Décidément, Pentagruel ne regretta pas d'avoir refusé l'accord qui lui avait été proposé quand il se fit menacer par l'individu. Désormais, il était certain d'avoir fait le bon choix sans avoir le moindre regret. Parfois le refus permettait d'en apprendre un peu plus sur les gens, selon leur réaction et la manière dont il l'acceptait.

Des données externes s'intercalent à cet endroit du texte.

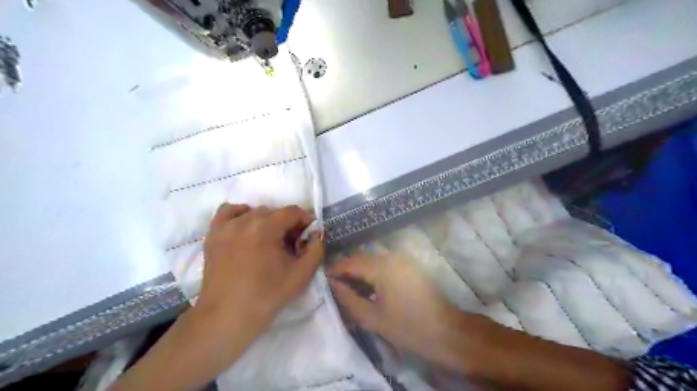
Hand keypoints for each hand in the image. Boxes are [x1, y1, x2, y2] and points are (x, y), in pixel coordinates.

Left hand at [112, 204, 323, 390]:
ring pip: (254, 212)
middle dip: (288, 224)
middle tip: (292, 245)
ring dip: (267, 221)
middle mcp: (244, 221)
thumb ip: (316, 249)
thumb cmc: (266, 296)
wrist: (226, 318)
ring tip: (270, 241)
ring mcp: (225, 227)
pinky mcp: (213, 236)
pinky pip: (228, 212)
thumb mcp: (301, 275)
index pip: (292, 212)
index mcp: (265, 228)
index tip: (309, 236)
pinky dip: (240, 214)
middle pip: (274, 212)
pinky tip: (246, 229)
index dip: (305, 220)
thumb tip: (317, 234)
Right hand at [329, 253, 467, 368]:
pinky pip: (385, 265)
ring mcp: (403, 259)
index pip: (350, 262)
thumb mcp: (372, 317)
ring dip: (361, 274)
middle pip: (361, 259)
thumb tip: (333, 284)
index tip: (324, 282)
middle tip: (337, 290)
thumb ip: (348, 298)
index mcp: (381, 266)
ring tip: (353, 292)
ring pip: (373, 261)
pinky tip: (371, 290)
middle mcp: (391, 256)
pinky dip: (374, 275)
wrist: (447, 332)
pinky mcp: (410, 266)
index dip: (335, 271)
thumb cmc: (407, 327)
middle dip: (347, 272)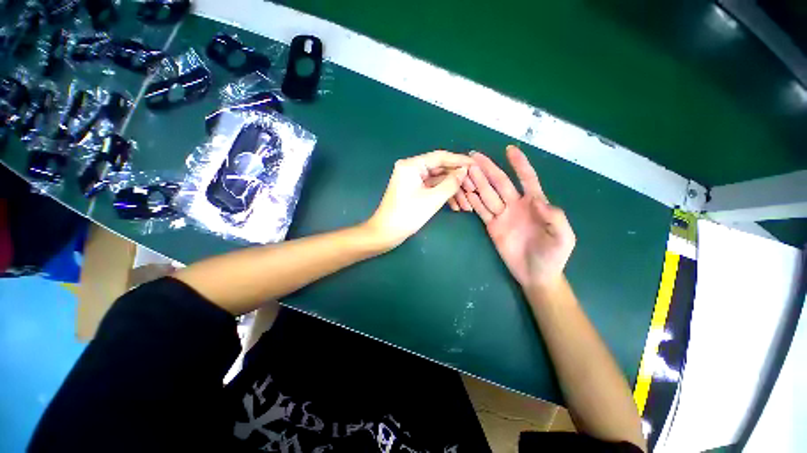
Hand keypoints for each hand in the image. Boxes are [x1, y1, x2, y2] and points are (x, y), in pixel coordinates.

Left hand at [365, 150, 471, 248]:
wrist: (386, 233)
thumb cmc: (407, 215)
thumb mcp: (432, 199)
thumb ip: (451, 183)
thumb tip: (464, 171)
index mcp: (412, 165)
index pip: (440, 157)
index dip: (459, 161)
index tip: (476, 165)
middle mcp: (412, 169)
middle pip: (440, 169)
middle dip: (457, 180)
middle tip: (474, 188)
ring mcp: (412, 180)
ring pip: (438, 181)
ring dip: (452, 191)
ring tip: (468, 203)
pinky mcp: (414, 191)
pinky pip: (432, 189)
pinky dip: (443, 196)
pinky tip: (456, 206)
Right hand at [457, 145, 575, 289]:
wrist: (536, 274)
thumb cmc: (553, 255)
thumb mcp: (563, 237)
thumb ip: (555, 218)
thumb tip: (538, 201)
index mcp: (535, 203)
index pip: (526, 179)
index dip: (519, 164)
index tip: (509, 149)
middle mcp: (515, 205)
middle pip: (500, 183)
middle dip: (488, 168)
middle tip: (474, 156)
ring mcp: (502, 215)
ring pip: (487, 194)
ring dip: (477, 181)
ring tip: (466, 170)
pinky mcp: (492, 226)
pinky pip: (481, 210)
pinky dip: (473, 201)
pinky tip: (465, 190)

Il n'eut néanmoins pas le loisir de répliquer ou même de tenter quoique ce soit, car le corps de Kalavati s'effondra à même le sol, sans que le vieil homme ne cherche à la rattraper. Il avait bien trop de ressentiment envers elle pour lui venir en aide pour le moment, qu'elle soit responsable ou pas. Elle semblait s'être de nouveau évanouie, ce qui n'était pas une si mauvaise chose après les menaces qu'elle avait proféré. D'ailleurs, il commença à partir quand il l'entendit parler à nouveau, il s'arrêta, remarquant que sa voix était redevenue comme avant. Il se retourna, lui portant un regard interrogateur et la vit complètement désorientée.
Il fit demi-tour et alla la rejoindre. Il s'abaissa à sa hauteur, faisant au passage craquer ses vieilles articulations qui supportaient de moins en moins bien ces quelques efforts pourtant pas bien méchants.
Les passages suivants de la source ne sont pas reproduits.